*Records for the exercise*:
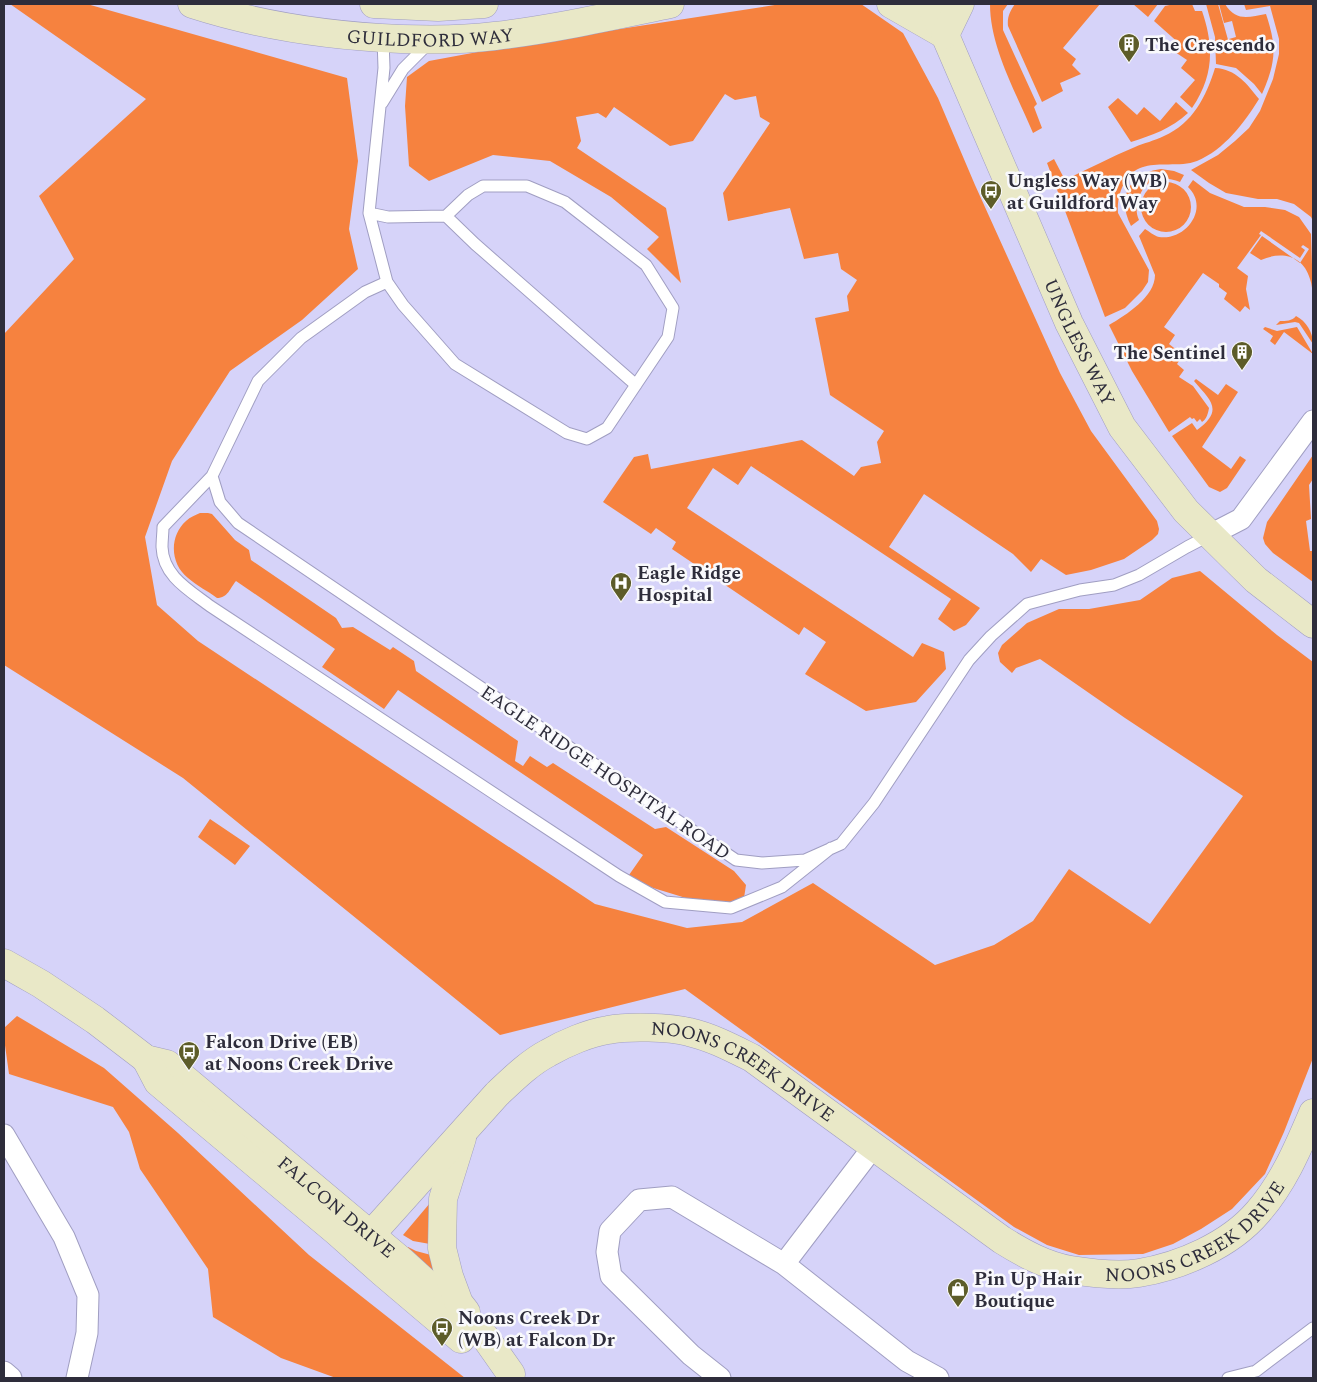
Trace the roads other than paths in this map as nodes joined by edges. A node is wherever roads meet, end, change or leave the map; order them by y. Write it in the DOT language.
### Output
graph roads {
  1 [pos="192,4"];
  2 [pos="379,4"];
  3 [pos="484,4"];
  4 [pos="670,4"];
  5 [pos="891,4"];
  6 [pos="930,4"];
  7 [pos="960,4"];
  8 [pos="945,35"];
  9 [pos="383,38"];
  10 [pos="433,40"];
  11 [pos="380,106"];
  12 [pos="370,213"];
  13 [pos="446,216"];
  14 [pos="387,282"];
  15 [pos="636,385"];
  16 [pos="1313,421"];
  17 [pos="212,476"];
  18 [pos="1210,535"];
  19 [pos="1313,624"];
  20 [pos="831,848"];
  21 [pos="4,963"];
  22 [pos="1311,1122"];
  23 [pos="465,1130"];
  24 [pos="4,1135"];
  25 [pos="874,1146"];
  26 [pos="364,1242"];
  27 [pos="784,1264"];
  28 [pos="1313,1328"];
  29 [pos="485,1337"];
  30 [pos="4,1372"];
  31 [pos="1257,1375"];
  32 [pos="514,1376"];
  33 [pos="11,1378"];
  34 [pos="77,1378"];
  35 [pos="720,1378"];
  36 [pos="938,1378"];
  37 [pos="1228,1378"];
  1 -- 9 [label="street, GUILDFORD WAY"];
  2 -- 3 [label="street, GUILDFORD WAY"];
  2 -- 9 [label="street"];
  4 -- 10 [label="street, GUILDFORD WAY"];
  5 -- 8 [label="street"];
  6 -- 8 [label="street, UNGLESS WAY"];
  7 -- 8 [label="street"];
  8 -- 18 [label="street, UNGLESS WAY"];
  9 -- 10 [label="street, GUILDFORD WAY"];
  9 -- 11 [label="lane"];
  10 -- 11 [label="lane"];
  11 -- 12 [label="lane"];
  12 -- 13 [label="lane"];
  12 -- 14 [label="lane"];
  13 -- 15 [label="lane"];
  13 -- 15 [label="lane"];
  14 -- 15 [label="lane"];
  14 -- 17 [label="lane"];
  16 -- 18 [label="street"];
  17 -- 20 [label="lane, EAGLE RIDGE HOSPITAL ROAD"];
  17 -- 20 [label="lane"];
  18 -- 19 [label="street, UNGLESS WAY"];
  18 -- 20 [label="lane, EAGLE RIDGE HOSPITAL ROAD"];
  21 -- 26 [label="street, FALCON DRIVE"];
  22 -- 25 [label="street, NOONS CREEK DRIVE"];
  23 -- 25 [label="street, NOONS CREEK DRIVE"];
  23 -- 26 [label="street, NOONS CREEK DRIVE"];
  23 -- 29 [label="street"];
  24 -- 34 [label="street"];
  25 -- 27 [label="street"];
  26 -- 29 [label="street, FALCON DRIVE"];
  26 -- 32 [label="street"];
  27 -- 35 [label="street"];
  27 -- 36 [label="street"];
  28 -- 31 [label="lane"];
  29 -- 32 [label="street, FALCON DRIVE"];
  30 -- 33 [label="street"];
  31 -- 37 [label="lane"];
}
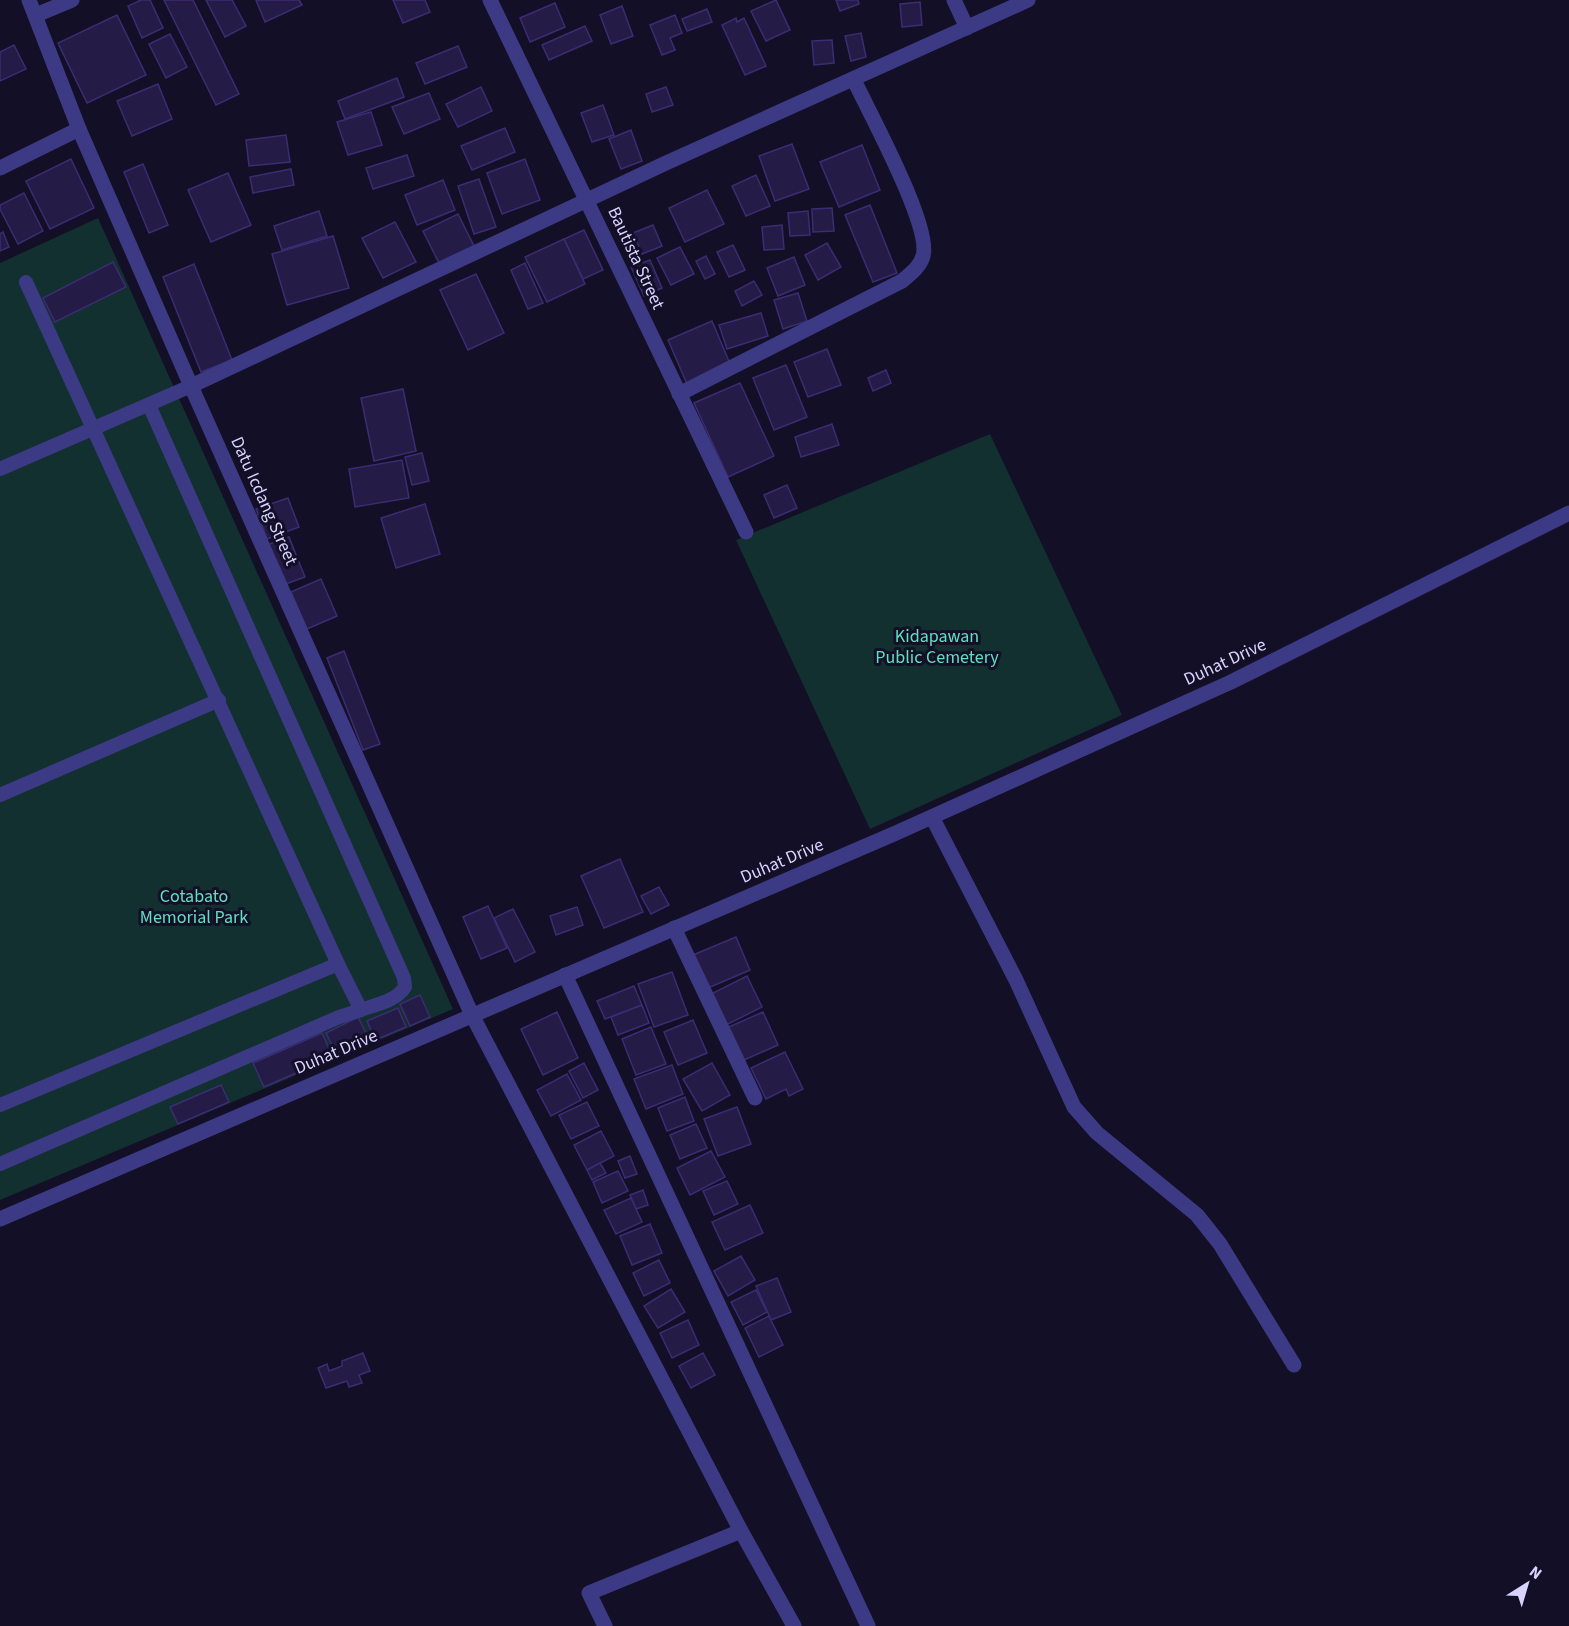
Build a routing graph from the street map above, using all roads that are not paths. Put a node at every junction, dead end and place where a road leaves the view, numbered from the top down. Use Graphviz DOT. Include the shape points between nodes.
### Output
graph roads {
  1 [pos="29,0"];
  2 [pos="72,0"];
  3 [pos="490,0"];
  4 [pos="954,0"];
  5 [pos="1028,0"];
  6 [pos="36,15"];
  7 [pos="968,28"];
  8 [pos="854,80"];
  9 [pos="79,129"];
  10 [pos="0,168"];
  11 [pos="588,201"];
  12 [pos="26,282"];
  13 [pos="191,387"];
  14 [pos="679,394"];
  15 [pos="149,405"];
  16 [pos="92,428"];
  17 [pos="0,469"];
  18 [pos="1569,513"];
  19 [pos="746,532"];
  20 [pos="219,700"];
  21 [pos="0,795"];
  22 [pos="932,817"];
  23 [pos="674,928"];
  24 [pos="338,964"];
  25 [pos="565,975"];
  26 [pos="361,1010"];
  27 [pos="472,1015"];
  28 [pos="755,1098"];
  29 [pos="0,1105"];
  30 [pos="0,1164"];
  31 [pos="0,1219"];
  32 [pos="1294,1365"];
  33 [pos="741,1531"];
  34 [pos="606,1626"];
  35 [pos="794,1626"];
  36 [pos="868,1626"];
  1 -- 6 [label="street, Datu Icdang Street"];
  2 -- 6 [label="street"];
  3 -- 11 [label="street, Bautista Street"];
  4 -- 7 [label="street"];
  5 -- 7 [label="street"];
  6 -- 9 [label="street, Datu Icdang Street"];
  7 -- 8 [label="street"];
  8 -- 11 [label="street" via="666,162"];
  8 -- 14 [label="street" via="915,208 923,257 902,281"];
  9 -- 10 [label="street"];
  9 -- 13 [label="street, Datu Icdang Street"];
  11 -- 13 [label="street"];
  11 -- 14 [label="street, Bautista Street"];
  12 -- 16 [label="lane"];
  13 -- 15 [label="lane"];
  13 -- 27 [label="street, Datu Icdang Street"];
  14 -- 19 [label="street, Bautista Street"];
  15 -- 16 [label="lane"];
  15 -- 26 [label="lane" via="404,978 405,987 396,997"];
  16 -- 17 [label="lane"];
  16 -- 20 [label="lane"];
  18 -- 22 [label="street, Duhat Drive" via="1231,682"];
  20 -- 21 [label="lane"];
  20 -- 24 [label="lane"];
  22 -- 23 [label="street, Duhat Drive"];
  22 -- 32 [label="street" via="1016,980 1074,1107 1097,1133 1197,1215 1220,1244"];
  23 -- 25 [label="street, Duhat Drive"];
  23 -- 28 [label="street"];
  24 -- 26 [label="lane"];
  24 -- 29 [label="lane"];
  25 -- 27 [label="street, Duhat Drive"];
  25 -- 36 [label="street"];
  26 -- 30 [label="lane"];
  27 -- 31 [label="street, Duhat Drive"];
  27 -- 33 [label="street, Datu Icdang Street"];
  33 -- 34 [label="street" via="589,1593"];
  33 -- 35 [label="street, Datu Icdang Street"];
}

...

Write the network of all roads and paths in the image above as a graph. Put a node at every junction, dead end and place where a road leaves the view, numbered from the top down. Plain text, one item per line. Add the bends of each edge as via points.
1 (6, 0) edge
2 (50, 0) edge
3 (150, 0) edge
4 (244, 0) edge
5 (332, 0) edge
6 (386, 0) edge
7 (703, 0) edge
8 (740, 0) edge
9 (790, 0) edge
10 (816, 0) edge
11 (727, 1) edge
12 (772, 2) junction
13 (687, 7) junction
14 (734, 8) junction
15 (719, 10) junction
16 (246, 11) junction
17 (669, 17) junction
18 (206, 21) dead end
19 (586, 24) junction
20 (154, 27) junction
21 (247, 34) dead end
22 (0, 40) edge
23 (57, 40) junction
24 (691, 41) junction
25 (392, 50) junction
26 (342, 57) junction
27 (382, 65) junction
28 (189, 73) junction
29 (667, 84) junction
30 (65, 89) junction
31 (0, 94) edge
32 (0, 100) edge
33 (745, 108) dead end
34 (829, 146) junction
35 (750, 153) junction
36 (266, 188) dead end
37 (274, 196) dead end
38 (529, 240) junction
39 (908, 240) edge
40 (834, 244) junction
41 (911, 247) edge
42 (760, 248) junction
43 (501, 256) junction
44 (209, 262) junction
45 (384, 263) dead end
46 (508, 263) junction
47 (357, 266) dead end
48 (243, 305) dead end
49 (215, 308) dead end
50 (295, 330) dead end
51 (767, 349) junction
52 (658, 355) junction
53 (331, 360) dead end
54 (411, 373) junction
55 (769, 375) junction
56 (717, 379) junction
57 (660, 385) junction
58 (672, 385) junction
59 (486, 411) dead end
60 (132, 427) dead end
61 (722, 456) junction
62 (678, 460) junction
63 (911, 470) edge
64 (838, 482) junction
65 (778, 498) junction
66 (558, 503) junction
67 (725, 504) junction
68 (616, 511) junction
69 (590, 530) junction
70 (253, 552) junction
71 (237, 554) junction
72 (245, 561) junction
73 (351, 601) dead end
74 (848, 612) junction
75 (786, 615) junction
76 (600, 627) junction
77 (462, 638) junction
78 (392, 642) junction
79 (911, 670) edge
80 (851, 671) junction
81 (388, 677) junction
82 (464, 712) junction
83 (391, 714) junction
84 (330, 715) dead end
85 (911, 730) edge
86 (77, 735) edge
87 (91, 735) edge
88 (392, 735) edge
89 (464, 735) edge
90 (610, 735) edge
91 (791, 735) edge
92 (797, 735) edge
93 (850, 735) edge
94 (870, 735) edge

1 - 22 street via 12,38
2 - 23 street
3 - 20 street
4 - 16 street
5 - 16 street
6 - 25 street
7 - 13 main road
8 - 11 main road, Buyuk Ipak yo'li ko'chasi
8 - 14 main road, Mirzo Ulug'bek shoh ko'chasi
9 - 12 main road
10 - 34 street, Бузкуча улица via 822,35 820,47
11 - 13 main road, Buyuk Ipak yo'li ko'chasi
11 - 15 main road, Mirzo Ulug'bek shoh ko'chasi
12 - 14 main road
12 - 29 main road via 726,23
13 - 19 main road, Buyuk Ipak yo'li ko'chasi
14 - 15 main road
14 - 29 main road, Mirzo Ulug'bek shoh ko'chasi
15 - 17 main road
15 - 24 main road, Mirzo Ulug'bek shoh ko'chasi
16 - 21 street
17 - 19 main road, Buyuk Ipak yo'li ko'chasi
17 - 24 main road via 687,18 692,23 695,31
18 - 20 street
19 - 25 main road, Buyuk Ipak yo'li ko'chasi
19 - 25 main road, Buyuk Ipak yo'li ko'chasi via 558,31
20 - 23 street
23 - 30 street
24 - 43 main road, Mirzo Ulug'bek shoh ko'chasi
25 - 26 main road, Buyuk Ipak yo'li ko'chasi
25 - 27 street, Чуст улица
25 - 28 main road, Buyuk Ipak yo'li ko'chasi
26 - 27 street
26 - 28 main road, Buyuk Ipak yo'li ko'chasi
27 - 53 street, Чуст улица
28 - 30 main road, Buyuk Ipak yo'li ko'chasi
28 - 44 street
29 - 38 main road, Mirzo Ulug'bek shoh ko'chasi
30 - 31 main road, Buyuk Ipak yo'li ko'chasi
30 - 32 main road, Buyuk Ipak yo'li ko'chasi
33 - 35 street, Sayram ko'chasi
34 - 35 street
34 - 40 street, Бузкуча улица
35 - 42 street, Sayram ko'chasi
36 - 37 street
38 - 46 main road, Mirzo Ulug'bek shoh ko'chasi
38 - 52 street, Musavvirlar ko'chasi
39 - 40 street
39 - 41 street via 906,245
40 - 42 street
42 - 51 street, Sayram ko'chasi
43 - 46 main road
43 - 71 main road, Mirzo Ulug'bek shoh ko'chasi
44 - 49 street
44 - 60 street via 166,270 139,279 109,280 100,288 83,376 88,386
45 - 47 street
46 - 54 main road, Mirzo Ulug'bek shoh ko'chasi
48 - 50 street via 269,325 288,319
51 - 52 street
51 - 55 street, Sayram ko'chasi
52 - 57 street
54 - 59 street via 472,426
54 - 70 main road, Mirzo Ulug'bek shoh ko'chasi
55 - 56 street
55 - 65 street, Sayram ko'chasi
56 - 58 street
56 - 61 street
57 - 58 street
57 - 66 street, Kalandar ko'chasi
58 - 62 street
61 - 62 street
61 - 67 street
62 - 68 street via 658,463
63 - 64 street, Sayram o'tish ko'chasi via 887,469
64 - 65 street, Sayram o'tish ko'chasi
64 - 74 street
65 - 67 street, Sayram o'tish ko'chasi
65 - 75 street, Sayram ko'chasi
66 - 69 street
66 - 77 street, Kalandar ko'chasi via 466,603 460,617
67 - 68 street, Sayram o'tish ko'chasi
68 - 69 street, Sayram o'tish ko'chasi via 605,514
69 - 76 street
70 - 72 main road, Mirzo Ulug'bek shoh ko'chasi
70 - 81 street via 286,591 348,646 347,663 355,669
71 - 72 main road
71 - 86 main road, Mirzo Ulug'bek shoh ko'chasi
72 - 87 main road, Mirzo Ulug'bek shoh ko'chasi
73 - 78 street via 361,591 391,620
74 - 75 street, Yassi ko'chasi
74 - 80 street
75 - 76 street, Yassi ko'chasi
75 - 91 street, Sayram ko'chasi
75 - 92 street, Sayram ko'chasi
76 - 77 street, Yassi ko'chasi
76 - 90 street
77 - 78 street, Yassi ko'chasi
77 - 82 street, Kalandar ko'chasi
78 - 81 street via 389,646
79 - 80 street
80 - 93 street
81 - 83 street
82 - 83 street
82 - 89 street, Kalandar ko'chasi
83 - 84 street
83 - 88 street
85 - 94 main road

*About this task*: Based on the entries above, please count how many lines contain the string "EAGLE", and reply with the figure only.

*Solution for this task*: 2